-- SOURCE MATERIAL follows --

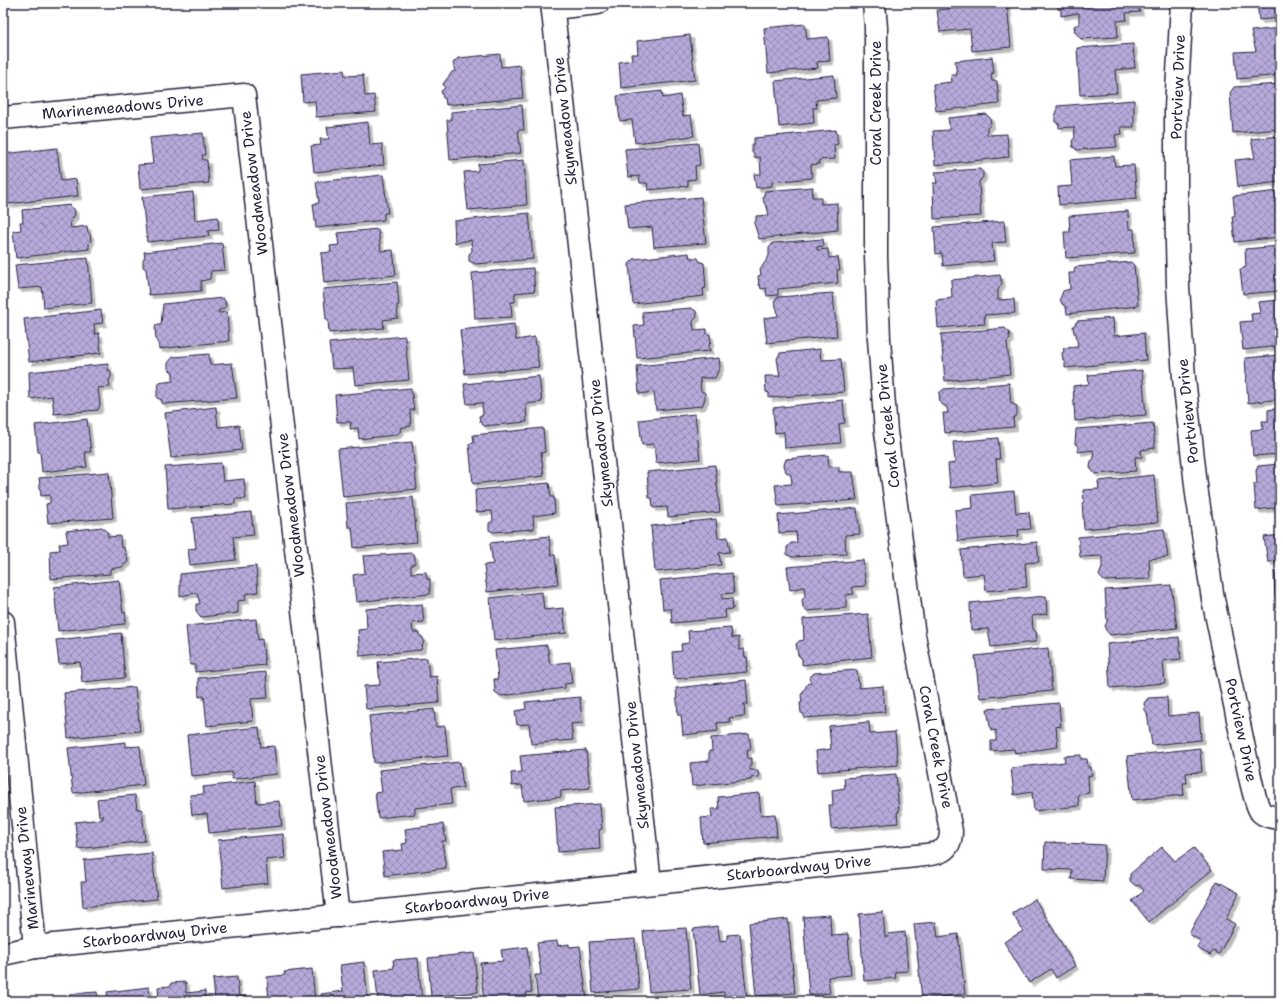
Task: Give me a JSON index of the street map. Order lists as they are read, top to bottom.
{
  "streets": {
    "street": [
      "Portview Drive",
      "Coral Creek Drive",
      "Marinemeadows Drive",
      "Skymeadow Drive",
      "Woodmeadow Drive",
      "Marineway Drive",
      "Starboardway Drive"
    ]
  },
  "crossings": [
    ["Coral Creek Drive", "Starboardway Drive"],
    ["Marinemeadows Drive", "Woodmeadow Drive"],
    ["Skymeadow Drive", "Starboardway Drive"],
    ["Woodmeadow Drive", "Starboardway Drive"],
    ["Marineway Drive", "Starboardway Drive"]
  ]
}
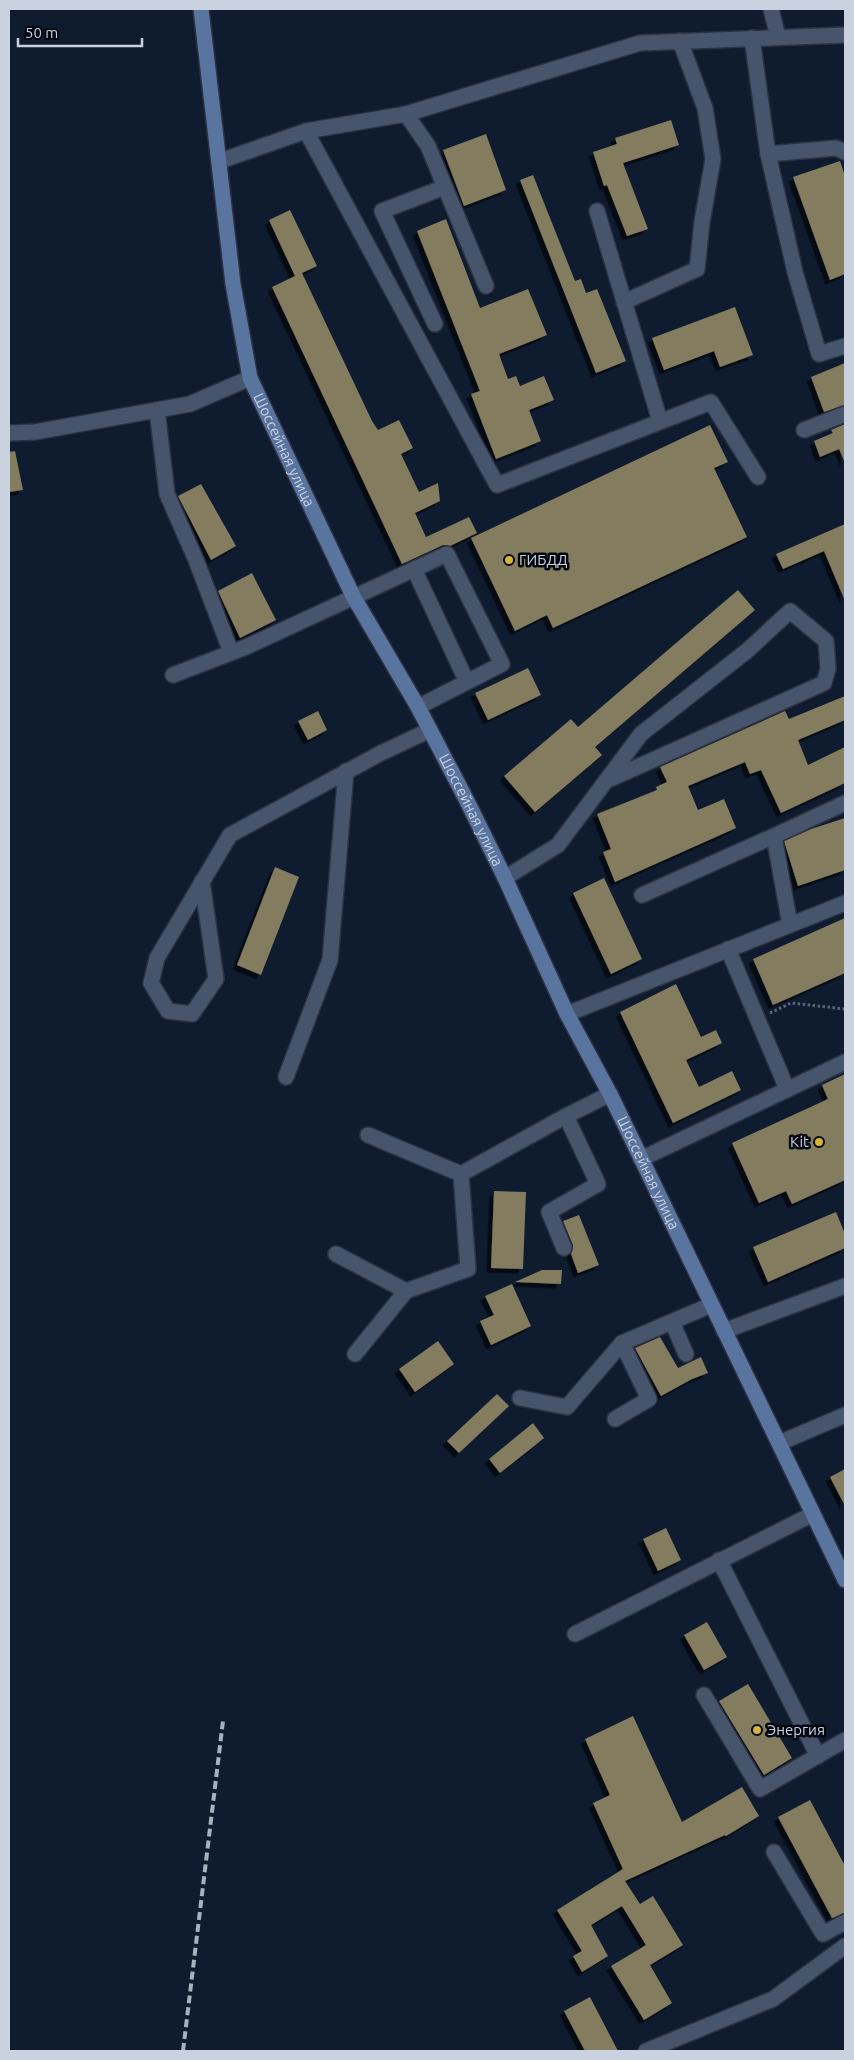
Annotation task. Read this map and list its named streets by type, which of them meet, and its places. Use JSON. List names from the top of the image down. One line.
{"streets":{"main road":["Шоссейная улица"]},"places":["ГИБДД","Kit","Энергия"],"scale_bar":"50 m"}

-- SOURCE MATERIAL concluded --

## [WHAT THE TASK REQUIRES]
Everything in the listing should be repeated exactly except the pictures.

## [ANSWER BOX]
Task: Give me a JSON index of the street map. Order lists as they are read, top to bottom.
{
  "streets": {
    "street": [
      "Portview Drive",
      "Coral Creek Drive",
      "Marinemeadows Drive",
      "Skymeadow Drive",
      "Woodmeadow Drive",
      "Marineway Drive",
      "Starboardway Drive"
    ]
  },
  "crossings": [
    ["Coral Creek Drive", "Starboardway Drive"],
    ["Marinemeadows Drive", "Woodmeadow Drive"],
    ["Skymeadow Drive", "Starboardway Drive"],
    ["Woodmeadow Drive", "Starboardway Drive"],
    ["Marineway Drive", "Starboardway Drive"]
  ]
}
Annotation task. Read this map and list its named streets by type, which of them meet, and its places. Use JSON. List names from the top of the image down. One line.
{"streets":{"main road":["Шоссейная улица"]},"places":["ГИБДД","Kit","Энергия"],"scale_bar":"50 m"}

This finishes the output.